Henry Charles Bukowski Jr

Charles Bukowski, ou O Velho Safado (apelido que ganhou por seu nada normal estilo de vida) foi um poeta, contista e romancista estadunidense nascido na Alemanha. Sua obra de caráter (inicialmente) obsceno e estilo totalmente coloquial, com descrições de trabalhos braçais, porres e relacionamentos baratos, fascinaram gerações que buscavam uma obra com a qual pudessem se identificar.

Com uma dose de humor negro, sarcasmo e zero de pudor, vemos episódios da sua vida conturbada que paira desde ao mar de fumaça em que vive, a indiferença que sente pelo pai, os porres, a vida sem sucesso de um adulto classe média refém do proletariado e a cabeça de um jovem que acaba de se perceber inserido ao mundo, até ideias de suicídio, assassinatos, princípio de loucura e coisas do tipo.


Ele rompe com todos os paradigmas de forma e beleza, seus romances são como casos narrados aleatoriamente sem nenhuma ordem ou linha de pensamento a ser seguida, são os fatos pelos fatos, é um parnasiano às avessas.


Além de ter uma narrativa extremamente atrativa e uma gama de palavrões, seus livros contam nua e cruamente como é a realidade de muitos que caminham com a manada todos os dias pra no fim, de alguma forma, poder comer. Ele critica e julga a todos com o seu gênio sarcástico, mas para os que se identificam de alguma forma é válido também avaliar seus escritos como uma fuga total da tristeza. Uma vida arrastada. Uma solidão disfarçada. É de uma melancolia tremenda. E você vai querer ler ainda mais.

Barfly - Condenados pelo vício (1987) [Dublado]
Barfly – Condenados pelo Vício é um filme de 1987 que é uma semi-autobiografia do escritor Charles Bukowski durante o tempo que foi alcoólatra em Los Angeles, Califórnia. O roteiro de Bukowski foi encomendado pelo cineasta francês Barbet Schroeder - que foi publicado, com ilustrações do autor, ainda quando a produção cinematográfica não estava concluída. Barfly é estrelado por Mickey Rourke e Faye Dunaway, com direção de Schroeder. O filme também apresenta uma aparição silenciosa do próprio Bukowski.

Trechos de sua obra

“Por que há tão poucas pessoas interessantes?

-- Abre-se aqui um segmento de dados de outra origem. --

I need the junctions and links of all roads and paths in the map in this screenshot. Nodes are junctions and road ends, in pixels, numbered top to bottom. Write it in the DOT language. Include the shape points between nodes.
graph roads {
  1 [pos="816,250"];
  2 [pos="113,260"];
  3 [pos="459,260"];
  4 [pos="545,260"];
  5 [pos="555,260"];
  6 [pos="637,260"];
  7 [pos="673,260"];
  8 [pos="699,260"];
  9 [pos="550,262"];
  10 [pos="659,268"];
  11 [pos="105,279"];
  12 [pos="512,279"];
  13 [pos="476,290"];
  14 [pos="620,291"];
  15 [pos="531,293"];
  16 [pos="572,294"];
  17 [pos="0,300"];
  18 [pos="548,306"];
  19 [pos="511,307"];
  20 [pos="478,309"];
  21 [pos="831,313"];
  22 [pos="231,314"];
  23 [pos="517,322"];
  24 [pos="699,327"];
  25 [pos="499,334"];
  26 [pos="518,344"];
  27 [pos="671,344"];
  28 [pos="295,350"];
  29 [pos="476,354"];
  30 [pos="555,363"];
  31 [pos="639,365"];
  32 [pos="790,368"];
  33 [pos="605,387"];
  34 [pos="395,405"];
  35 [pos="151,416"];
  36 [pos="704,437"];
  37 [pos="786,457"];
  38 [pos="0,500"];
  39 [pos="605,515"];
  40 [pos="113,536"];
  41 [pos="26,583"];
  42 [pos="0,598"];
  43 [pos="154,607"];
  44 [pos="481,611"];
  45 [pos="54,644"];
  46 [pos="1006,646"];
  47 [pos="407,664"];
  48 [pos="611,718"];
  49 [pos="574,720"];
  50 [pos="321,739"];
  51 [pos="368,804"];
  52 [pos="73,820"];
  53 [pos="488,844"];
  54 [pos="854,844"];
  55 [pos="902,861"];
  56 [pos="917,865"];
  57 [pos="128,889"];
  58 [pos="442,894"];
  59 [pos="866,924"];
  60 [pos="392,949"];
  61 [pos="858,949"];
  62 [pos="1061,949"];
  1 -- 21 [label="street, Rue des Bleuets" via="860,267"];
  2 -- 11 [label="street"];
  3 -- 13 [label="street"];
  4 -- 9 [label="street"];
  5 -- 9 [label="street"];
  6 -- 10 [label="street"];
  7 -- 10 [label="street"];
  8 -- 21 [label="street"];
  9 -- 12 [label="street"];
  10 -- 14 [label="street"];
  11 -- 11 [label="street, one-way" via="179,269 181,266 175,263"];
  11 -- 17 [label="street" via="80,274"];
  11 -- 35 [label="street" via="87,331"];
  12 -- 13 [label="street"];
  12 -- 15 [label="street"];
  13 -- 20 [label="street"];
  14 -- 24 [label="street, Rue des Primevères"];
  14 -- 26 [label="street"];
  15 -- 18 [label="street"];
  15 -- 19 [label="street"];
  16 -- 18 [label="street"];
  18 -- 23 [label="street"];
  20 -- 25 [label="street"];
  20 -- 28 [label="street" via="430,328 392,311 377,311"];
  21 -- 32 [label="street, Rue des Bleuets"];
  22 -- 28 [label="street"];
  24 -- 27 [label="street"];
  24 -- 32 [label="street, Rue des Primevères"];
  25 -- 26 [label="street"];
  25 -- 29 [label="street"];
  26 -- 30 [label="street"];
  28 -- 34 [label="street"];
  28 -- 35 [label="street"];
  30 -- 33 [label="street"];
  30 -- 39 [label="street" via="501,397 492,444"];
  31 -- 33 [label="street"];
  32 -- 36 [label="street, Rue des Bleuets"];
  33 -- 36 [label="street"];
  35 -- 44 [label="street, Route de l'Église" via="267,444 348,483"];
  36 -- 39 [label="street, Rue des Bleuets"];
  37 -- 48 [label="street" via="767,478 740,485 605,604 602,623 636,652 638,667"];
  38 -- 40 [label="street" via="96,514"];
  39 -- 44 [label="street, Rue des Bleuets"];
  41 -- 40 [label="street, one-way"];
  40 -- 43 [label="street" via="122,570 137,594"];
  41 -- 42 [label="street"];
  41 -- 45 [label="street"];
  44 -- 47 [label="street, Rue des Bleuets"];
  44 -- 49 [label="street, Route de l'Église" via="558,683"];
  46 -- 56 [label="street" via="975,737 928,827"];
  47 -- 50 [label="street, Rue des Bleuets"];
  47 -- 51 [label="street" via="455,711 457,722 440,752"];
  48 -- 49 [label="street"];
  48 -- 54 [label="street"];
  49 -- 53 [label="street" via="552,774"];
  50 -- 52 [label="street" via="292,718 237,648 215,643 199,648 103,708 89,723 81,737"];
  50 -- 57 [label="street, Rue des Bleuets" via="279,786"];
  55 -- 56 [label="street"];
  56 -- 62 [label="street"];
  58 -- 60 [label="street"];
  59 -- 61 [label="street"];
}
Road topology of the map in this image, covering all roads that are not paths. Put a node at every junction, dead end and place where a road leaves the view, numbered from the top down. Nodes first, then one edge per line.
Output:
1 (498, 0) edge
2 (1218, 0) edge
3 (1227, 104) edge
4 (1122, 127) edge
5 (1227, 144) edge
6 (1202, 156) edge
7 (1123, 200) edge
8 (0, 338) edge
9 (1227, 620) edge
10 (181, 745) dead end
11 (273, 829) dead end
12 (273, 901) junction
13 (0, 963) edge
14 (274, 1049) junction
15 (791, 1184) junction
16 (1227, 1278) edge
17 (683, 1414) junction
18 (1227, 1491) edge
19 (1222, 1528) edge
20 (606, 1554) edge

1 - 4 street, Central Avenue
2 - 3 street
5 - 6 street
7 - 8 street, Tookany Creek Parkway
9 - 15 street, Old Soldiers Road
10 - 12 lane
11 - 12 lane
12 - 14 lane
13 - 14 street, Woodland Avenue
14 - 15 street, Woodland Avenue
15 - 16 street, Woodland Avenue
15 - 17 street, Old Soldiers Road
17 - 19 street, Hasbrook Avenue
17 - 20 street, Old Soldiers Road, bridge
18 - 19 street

Em milhões, por que não há algumas? Devemos continuar a viver com esta espécie insípida e tediosa? O problema é que tenho de continuar a me relacionar com eles. Isto é, se eu quiser que as luzes continuem acesas, se eu quiser consertar este computador, se eu quiser dar descarga na privada, comprar um pneu novo, arrancar um dente ou abrir a minha barriga, tenho que continuar a me relacionar. Preciso dos desgraçados para as menores necessidades, mesmo que eles me causem horror. E horror é uma gentileza.”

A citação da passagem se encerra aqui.